Conservation and human rights
Amnesty International’s report challenges the Tanzanian authorities’ claim that evicting the Maasai is necessary to conserve the land and biodiversity. Amnesty International is calling on the authorities “to ensure Indigenous peoples are offered leadership roles in conservation, allowing them to protect the land by using their traditional knowledge, as they have done for generations.”
The report notes that the Kunming-Montreal Global Biodiversity Framework sets out a target that,
[B]y 2030 at least 30 per cent of terrestrial, inland water, and of coastal and marine areas, especially areas of particular importance for biodiversity and ecosystem functions and services, are effectively conserved and managed through ecologically representative, well-connected and equitably governed systems of protected areas and other effective area-based conservation measures, recognizing indigenous and traditional territories, where applicable, and integrated into wider landscapes, seascapes and the ocean, while ensuring that any sustainable use, where appropriate in such areas, is fully consistent with conservation outcomes, recognizing and respecting the rights of indigenous peoples and local communities including over their traditional territories.
“Human rights and biodiversity conservation therefore are not two separate issues,” Amnesty International writes. “They are two sides of the same coin.”
This is in dramatic contrast to the way the Tanzanian government licensed the whole of Loliondo division and part of Sale division to the Otterlo Business Corporation for elite safari tourism and trophy hunting.
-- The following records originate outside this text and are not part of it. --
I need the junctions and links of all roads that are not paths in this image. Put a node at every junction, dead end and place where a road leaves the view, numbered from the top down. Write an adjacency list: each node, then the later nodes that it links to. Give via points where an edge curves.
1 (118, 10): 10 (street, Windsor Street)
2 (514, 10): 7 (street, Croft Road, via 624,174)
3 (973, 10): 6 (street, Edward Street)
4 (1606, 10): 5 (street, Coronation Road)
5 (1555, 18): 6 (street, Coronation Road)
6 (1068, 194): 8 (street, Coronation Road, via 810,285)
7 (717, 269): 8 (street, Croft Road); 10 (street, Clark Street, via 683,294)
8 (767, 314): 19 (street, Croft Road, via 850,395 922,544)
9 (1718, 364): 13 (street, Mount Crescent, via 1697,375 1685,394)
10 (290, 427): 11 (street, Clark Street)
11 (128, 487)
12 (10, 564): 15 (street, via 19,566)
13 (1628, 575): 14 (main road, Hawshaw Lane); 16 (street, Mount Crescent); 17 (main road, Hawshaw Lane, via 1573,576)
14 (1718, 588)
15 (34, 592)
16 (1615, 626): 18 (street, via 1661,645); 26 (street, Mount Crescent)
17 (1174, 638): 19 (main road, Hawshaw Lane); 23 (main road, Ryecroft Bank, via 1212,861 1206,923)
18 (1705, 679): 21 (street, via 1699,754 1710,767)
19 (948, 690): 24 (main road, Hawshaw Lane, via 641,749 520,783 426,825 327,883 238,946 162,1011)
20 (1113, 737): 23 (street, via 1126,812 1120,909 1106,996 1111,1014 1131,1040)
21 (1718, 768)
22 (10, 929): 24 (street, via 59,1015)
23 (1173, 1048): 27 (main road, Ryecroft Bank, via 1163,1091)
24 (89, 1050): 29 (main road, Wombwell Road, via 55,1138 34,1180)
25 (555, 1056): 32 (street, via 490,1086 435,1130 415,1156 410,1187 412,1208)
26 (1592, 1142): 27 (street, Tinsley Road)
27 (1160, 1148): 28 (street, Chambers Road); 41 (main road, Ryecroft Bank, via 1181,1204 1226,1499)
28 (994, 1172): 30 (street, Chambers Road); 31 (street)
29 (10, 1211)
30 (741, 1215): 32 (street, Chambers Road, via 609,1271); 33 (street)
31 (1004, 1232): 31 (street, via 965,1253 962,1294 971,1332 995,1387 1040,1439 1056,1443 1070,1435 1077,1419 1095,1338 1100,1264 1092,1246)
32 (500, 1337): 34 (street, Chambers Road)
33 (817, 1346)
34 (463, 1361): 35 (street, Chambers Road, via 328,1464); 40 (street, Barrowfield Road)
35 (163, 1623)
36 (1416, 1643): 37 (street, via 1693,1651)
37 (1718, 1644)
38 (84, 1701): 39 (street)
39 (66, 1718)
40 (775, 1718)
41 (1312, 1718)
The government has now declared the 1,500 km² area part of the Pololeti Game Controlled Area, despite the fact that the land is registered as village land.
The Pan African Lawyers Union has issued a call for the Tanzanian government to reverse the Government Notice declaring the 1,500 km² area of village land as the Pololeti Game Controlled Area.
Amnesty International’s report ends with a series of recommendations. The first three of Amnesty International’s recommendations are to the President of Tanzania, Samia Suluhu Hassan:
Ensure that Tanzanian authorities respect, protect, promote, and fulfil the human rights of everyone and halt the ongoing forced eviction of the affected Maasai community from their ancestral lands in the Loliondo division.
Ensure that Tanzanian authorities recognize the Maasai as an Indigenous people and further recognize their right to their ancestral lands in Loliondo.
Suspend any land acquisition plans in Loliondo and ensure that none proceed unless the Maasai community has given their free, prior, and informed consent in genuine consultations.
This type of forcing people off their land is deja vous: Enclosure Movement all over again. This is prime capitalism at its worst - changing the commons into private spaces. This is like a "Phase-Two" of colonialism.
"The Enclosure Movement was a push in the 18th and 19th centuries to take land that had formerly been owned in common by all members of a village, or at least available to the public for grazing animals and growing food, and change it to privately owned land, usually with walls, fences or hedges around it."
This has always resulted in (a previously unknown form of) poverty and mass-migration of displaced people to cities which provided the industrialists with low-cost labor.
The above Biodiversity wish-list is upper-class BS; the biodiversity lands of their dreams and Indigenous rights are not compatible.
If you really want to help biodiversity, you need to either reduce the population of humans and/or cattle, the two biggest species by weight on Earth - see:
https://www.pnas.org/doi/10.1073/pnas.2301652120
As well, the first best step would be Not One More Sacrifice Zone anywhere on this planet! Earth is NOT a nearby resource planet!